*** Opening of DATA EXTRACTS ***

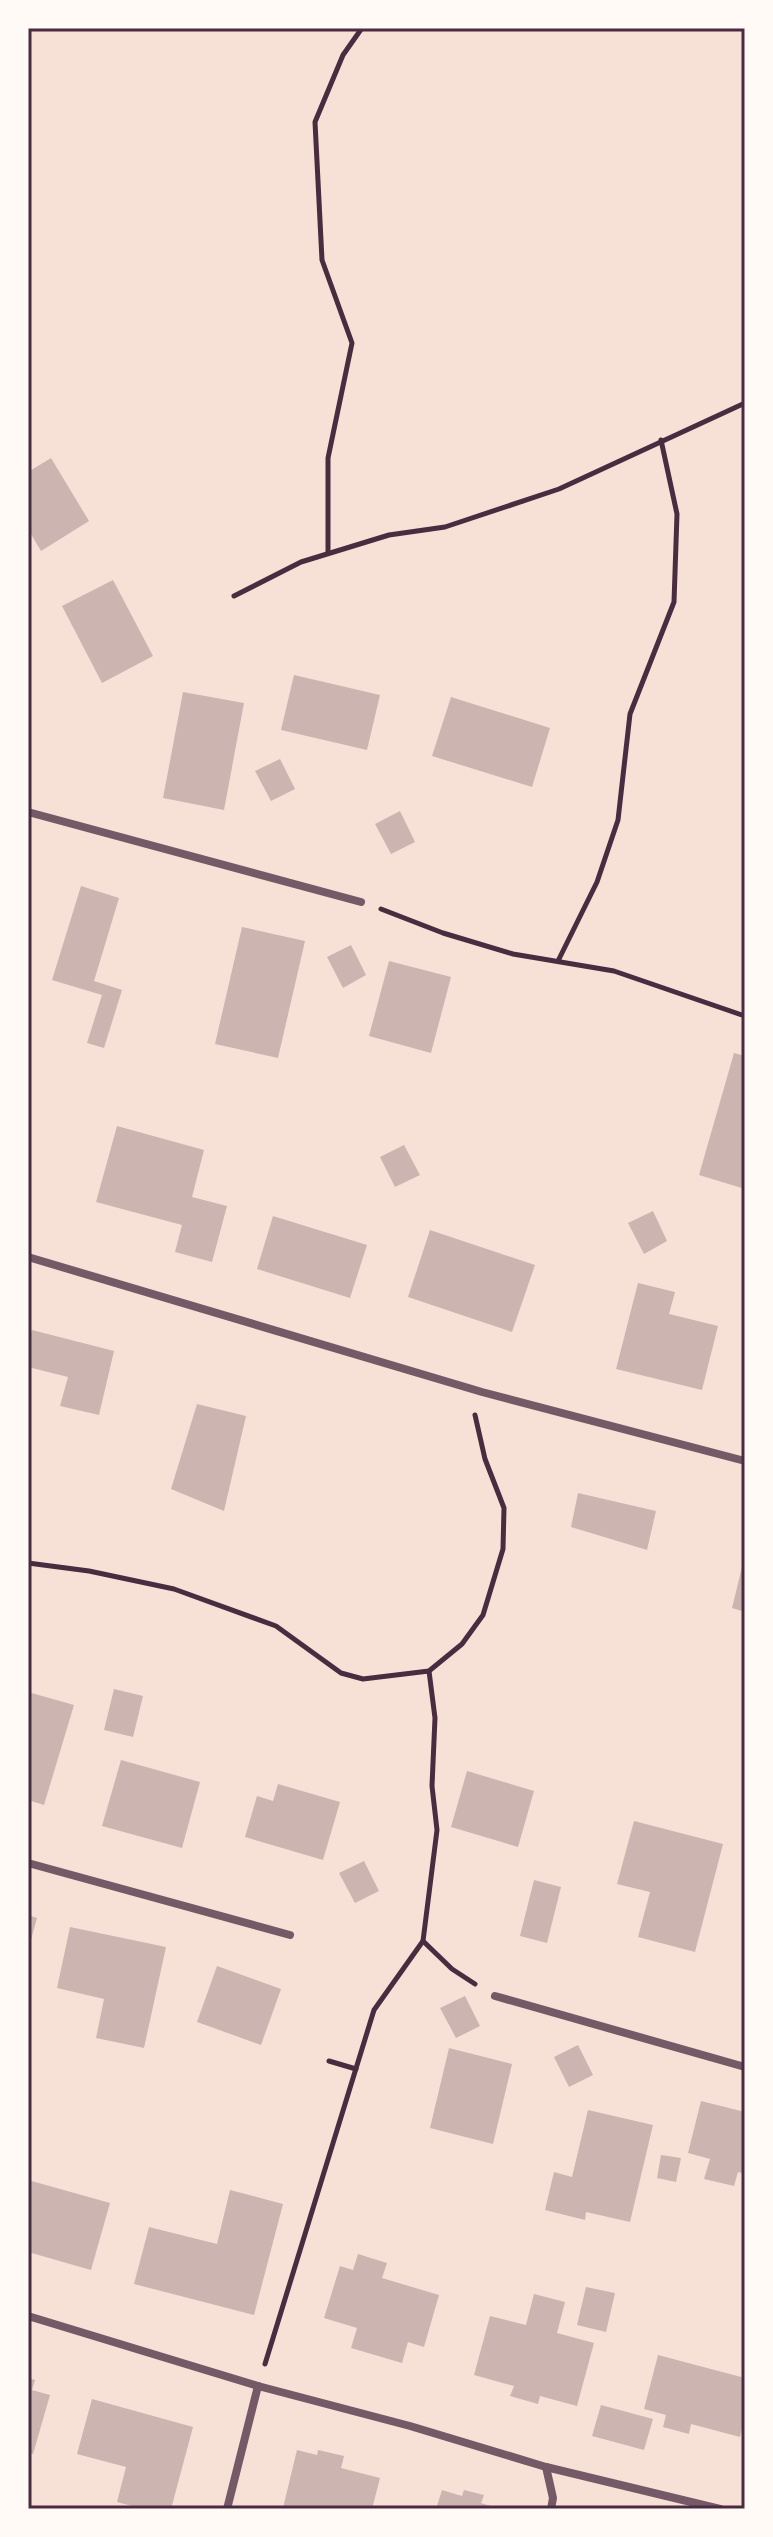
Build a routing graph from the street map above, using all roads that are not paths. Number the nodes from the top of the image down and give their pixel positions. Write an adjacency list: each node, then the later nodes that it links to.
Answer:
1 (28, 812): 2 (street)
2 (361, 902)
3 (28, 1257): 4 (street)
4 (745, 1461)
5 (28, 1863): 6 (street)
6 (290, 1935)
7 (495, 1996): 8 (street)
8 (745, 2067)
9 (28, 2316): 10 (street)
10 (258, 2386): 11 (street); 12 (street)
11 (546, 2467): 13 (street); 14 (street)
12 (227, 2509)
13 (551, 2509)
14 (720, 2509)

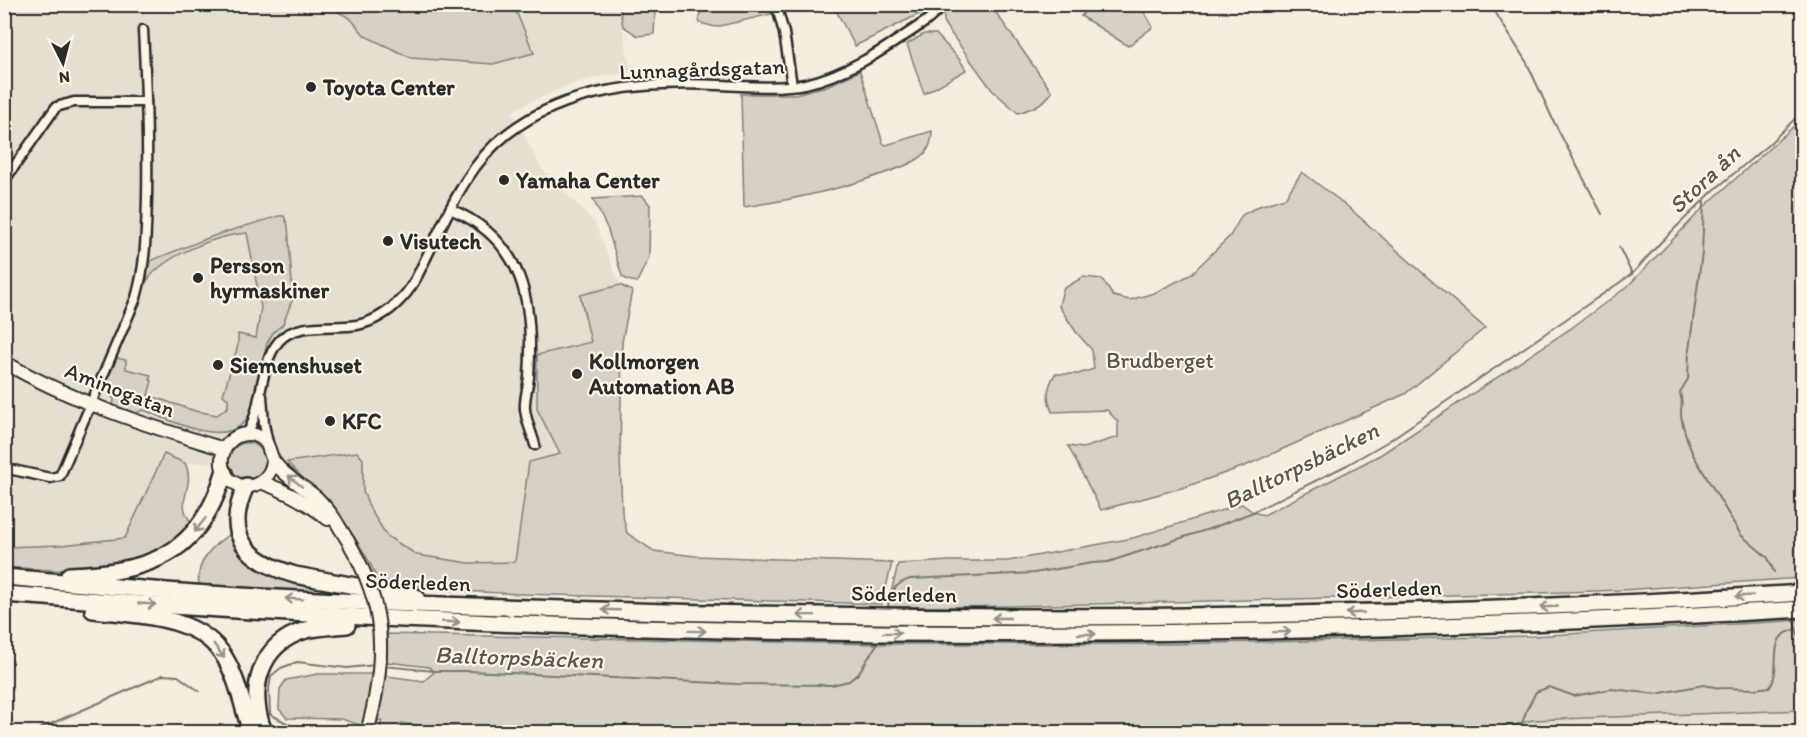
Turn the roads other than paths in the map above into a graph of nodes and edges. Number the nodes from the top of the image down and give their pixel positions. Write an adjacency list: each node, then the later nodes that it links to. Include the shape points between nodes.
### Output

*** Close of DATA EXTRACTS ***

**GOAL OF THE EXERCISE**
Only the text of the entries above is to be given again, exactly, with the pictures left out.

**OUTPUT OF THE TASK**
Build a routing graph from the street map above, using all roads that are not paths. Number the nodes from the top of the image down and give their pixel positions. Write an adjacency list: each node, then the later nodes that it links to.
Answer:
1 (28, 812): 2 (street)
2 (361, 902)
3 (28, 1257): 4 (street)
4 (745, 1461)
5 (28, 1863): 6 (street)
6 (290, 1935)
7 (495, 1996): 8 (street)
8 (745, 2067)
9 (28, 2316): 10 (street)
10 (258, 2386): 11 (street); 12 (street)
11 (546, 2467): 13 (street); 14 (street)
12 (227, 2509)
13 (551, 2509)
14 (720, 2509)

Turn the roads other than paths in the map above into a graph of nodes and edges. Number the nodes from the top of the image down and give their pixel positions. Write an adjacency list: each node, then the later nodes that it links to. Include the shape points between nodes.
### Output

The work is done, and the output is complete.